Exercise description
Go through the entries below and say how many lines hold the word "Abbey". Nothing else is needed.

(Record extracts Opens)

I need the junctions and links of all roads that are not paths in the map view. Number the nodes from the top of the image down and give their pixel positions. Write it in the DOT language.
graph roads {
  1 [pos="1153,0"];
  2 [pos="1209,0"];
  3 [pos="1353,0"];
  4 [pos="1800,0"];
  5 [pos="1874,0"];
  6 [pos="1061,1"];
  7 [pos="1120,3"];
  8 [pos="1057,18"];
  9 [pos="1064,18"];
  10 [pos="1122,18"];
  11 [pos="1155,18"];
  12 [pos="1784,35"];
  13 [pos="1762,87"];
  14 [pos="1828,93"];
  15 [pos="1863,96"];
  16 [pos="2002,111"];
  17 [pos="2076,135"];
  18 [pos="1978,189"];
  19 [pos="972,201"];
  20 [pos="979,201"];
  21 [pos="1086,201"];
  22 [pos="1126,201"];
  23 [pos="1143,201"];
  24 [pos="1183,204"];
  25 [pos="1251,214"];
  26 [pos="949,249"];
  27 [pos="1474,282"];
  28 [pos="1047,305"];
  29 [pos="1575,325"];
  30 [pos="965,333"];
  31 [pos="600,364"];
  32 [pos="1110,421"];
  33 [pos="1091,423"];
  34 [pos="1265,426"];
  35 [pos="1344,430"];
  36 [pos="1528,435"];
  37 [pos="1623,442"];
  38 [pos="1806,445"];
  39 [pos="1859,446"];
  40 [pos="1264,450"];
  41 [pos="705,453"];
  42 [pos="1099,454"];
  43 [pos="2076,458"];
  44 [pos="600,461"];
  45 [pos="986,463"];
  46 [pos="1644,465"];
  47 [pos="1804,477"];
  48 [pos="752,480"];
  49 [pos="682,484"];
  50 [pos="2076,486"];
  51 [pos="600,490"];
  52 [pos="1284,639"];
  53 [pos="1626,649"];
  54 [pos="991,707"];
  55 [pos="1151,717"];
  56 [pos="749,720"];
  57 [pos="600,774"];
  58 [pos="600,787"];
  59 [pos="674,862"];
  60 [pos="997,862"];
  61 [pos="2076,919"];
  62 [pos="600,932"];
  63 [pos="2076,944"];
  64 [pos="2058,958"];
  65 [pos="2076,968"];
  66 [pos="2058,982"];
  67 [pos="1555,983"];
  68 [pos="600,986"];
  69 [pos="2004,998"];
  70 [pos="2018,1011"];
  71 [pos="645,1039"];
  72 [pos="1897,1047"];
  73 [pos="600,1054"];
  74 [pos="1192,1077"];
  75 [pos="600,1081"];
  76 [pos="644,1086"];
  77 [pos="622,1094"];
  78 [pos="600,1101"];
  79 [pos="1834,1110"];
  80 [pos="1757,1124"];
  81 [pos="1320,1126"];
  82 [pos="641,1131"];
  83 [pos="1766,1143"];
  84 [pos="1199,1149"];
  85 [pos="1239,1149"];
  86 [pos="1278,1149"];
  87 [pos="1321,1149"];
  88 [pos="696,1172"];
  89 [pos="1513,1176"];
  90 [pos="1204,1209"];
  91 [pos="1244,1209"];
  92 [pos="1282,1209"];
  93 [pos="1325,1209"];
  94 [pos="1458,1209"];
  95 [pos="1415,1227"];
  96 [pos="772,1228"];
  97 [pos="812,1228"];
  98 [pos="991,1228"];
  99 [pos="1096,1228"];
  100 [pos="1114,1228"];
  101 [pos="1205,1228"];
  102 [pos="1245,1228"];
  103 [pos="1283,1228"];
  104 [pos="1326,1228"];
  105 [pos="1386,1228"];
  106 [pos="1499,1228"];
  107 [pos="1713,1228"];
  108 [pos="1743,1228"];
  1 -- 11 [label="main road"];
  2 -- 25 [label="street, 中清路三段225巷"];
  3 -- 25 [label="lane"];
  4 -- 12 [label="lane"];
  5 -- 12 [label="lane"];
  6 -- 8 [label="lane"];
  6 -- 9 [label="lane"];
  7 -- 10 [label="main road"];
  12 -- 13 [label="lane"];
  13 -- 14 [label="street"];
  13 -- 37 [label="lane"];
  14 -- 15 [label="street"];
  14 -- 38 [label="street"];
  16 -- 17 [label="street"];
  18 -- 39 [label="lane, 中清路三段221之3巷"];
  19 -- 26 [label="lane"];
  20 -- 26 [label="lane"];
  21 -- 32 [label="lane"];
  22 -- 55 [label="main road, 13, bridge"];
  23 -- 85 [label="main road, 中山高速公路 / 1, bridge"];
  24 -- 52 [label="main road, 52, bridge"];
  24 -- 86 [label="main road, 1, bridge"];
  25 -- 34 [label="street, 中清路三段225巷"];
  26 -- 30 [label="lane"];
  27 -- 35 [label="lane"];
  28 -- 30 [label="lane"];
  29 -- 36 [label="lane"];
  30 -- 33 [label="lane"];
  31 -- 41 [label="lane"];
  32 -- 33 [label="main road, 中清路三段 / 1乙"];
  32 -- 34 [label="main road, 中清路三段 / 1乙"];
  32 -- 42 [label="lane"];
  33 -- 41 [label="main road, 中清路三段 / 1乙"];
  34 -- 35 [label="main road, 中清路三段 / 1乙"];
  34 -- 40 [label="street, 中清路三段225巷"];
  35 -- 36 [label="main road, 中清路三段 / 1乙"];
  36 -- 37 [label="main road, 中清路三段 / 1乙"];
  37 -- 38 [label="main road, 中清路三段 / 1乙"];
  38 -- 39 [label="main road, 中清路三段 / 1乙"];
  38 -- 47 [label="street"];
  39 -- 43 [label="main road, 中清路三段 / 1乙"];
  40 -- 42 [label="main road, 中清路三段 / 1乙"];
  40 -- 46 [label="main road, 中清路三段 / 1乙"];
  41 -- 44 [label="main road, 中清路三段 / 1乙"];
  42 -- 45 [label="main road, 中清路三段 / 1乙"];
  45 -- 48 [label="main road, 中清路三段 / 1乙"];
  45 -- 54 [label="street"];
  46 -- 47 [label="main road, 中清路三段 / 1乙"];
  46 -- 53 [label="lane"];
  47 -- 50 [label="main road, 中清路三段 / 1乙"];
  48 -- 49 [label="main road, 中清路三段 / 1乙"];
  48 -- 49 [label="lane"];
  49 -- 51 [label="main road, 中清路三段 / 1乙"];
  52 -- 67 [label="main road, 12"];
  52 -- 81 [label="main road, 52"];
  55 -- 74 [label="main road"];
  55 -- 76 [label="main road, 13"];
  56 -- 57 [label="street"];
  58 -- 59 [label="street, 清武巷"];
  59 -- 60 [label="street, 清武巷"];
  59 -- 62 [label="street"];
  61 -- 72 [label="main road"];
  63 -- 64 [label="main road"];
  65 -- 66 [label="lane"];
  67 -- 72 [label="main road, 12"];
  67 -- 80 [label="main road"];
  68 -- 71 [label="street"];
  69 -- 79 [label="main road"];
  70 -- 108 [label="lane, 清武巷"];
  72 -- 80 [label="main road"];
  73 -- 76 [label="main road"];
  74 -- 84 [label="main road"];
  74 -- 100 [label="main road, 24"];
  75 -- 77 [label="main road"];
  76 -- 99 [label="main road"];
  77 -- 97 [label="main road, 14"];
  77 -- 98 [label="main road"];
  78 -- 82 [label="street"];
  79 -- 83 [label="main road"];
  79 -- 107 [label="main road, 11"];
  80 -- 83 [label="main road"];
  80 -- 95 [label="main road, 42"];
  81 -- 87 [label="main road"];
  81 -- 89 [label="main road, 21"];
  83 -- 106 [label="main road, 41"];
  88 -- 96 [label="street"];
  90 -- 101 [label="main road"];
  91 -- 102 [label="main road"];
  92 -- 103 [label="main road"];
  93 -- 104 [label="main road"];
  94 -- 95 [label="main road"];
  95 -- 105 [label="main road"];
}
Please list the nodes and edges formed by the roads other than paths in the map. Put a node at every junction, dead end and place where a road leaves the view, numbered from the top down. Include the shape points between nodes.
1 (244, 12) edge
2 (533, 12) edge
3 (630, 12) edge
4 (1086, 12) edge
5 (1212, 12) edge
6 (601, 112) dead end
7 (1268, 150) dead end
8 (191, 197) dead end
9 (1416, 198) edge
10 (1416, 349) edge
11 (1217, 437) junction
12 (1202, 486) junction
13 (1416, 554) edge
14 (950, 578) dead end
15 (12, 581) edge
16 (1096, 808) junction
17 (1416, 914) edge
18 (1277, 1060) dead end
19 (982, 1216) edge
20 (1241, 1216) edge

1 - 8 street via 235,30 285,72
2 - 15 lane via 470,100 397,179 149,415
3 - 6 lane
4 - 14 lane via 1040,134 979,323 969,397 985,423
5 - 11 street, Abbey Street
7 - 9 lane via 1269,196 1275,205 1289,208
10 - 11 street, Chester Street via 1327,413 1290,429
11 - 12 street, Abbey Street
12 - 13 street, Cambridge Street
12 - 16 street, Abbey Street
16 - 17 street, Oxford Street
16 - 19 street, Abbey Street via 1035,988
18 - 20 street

(Record extracts Closes)

Result
4